Nevertheless, the railroad was certainly not as explosively successful as everyone had hoped and the growth of Calaveras County that it was supposed to spark never materialized. That the line was not extended beyond Valley Spring (other than the 1925 expansion to the Calaveras Cement Co. in San Andreas) spelled the end of any potentially major commercial advance for the county for many decades. One can only imagine what Calaveras County would be like today if the railroad had indeed stretched to the Big Trees.

So what went wrong with Burson’s particular dream of a thriving, prosperous new town? Burson “flourished while serving as the terminus of the railroad, with freight bound for the mines being unloaded there for transfer onto large freight wagons” (San Joaquin Historian, July-September 1975). But within a matter of only seven swift months from its founding, Burson was simply passed on by. Valley Spring became the new terminus (and later became Valley Springs). Daniel Burson had known that his hamlet would never remain the end of the line. Time was of the essence to draw either a substantial population or significant added resources before the railroad moved on. Neither occurred, for a myriad of reasons, most beyond his control–from a national economic recession to better prospects for money and people elsewhere in California to the lack of a powerful benefactor.

Meanwhile, Daniel Burson was deeply in debt. According to his bankruptcy proceedings, he owed money for everything from groceries and blacksmithing to pipe and powder, a sum of more than $7,000. His assets at the time of his filing as an insolvent debtor were one wagon, two horses, one harness, and household furniture, totaling $295. He claimed to own no real estate because a month earlier, in October 1885, he cleverly deeded all 320 acres of his land to his wife. With that apparently effective maneuver, they continued to live on the property, with Martha as the legal, tax-paying owner. Daniel was still considered an upstanding member of the community, serving on juries and mentioned positively in newspapers. In June 1887, the Calaveras Prospect noted that he had a strawberry patch containing 5,000 plants and that he had sold 1,200 pounds of the fruit. However, two of those who held mortgages, including Sterling, were not so easily put off. They sued the Bursons in court and won. By 1888, the Bursons were forced to surrender all of their land to the note holders. They soon moved to the falls of San Antonio Creek near the Big Trees, where Martha Burson claimed yet another 160-acre homestead.

Burson the town did not disappear with the relocation of the Bursons. In the 1890s, for example, Burson was the area’s center for Memorial Day activities thanks to residents who had erected the county’s first post of the Grand Army of the Republic, the organization for Union Civil War veterans. Individual Burson businesses and residents have continued to prosper through the years. Gold Country travelogues notwithstanding, Burson has never been a ghost town.

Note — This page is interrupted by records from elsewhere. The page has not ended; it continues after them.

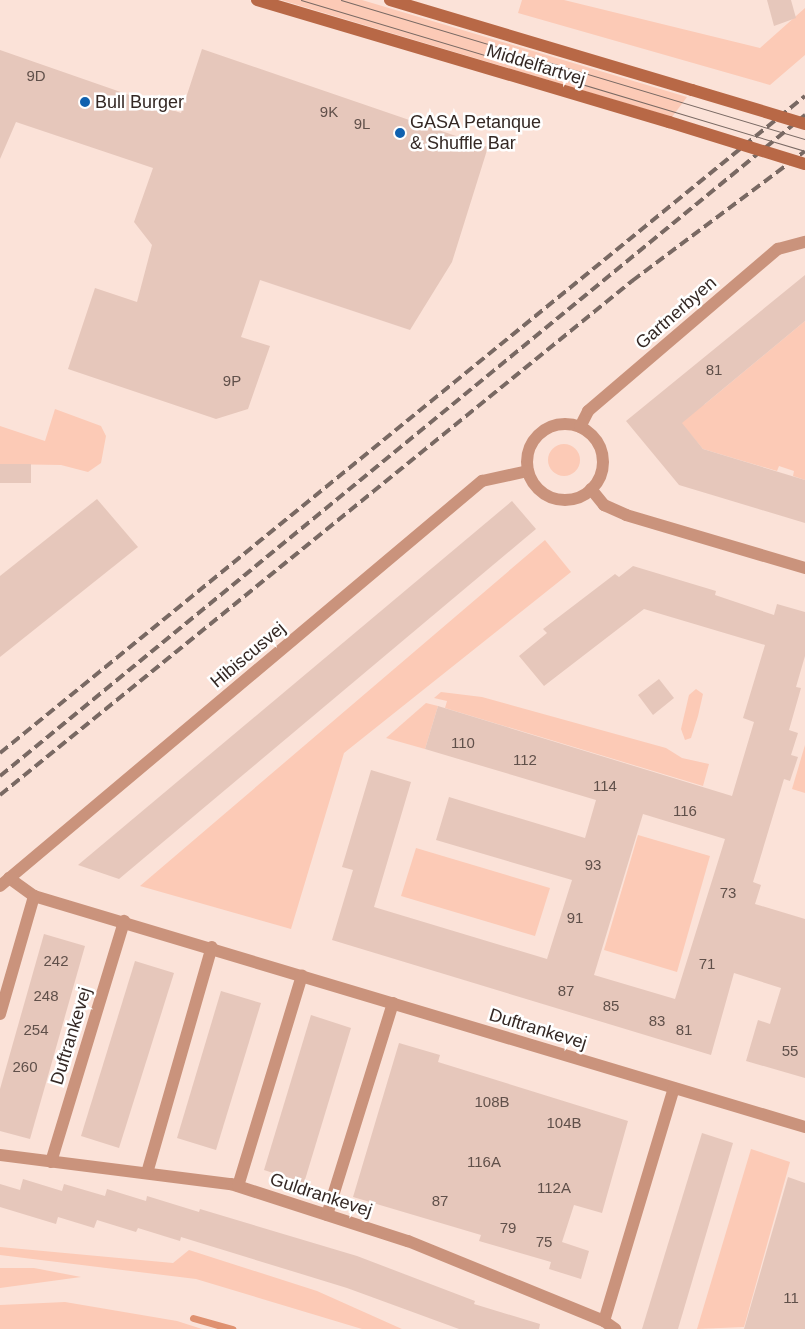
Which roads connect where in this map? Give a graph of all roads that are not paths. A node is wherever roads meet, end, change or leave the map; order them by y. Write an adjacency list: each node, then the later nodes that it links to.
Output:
1 (257, 0): 4 (street, Middelfartvej, bridge)
2 (390, 0): 3 (street, Middelfartvej, bridge)
3 (805, 124)
4 (805, 164)
5 (805, 242): 6 (street, Gartnerbyen)
6 (580, 426): 7 (street); 8 (street)
7 (528, 471): 8 (street); 10 (street, Hibiscusvej)
8 (591, 489): 9 (street)
9 (805, 568)
10 (4, 882): 11 (street, Duftrankevej)
11 (34, 896): 12 (street, Duftrankevej); 16 (street)
12 (124, 921): 13 (street, Duftrankevej); 20 (street, Duftrankevej)
13 (212, 948): 14 (street, Duftrankevej); 21 (street)
14 (302, 975): 15 (street, Duftrankevej); 22 (street)
15 (393, 1003): 17 (street, Duftrankevej); 23 (street)
16 (0, 1014)
17 (674, 1088): 18 (street, Duftrankevej); 24 (street)
18 (805, 1127)
19 (0, 1155): 20 (street, Guldrankevej)
20 (51, 1162): 21 (street, Guldrankevej)
21 (147, 1173): 22 (street, Guldrankevej)
22 (238, 1186): 23 (street, Guldrankevej)
23 (327, 1215): 24 (street, Guldrankevej)
24 (604, 1321): 25 (street, Guldrankevej)
25 (615, 1329)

Daniel Burson died on November 24, 1907, at the age of 78. Less than three years later, Martha passed away at age 80. Both are buried at the Harmony Grove Cemetery in Lockeford, with Daniel’s final resting place marked by a Civil War headstone. His obituary in the Calaveras Prospect read: “D.A. Burson after whom the town of Burson was named…was a native of Iowa…He came to this county in the early days, and at the time of the building of the Lodi and Valley Spring railroad, he started the town of Burson as a public resort, but was not successful.” In his own obituary, his name is incorrect (D.A. instead of D.S.) and his birthplace is incorrect (Iowa instead of Pennsylvania).

The newspaper does accurately cite that his dream did not come to fruition. Yet, 120-plus years later, there remains a town named after him, a road running through it that also bears his name, and citizens proud to live in a small Calaveras County town called Burson.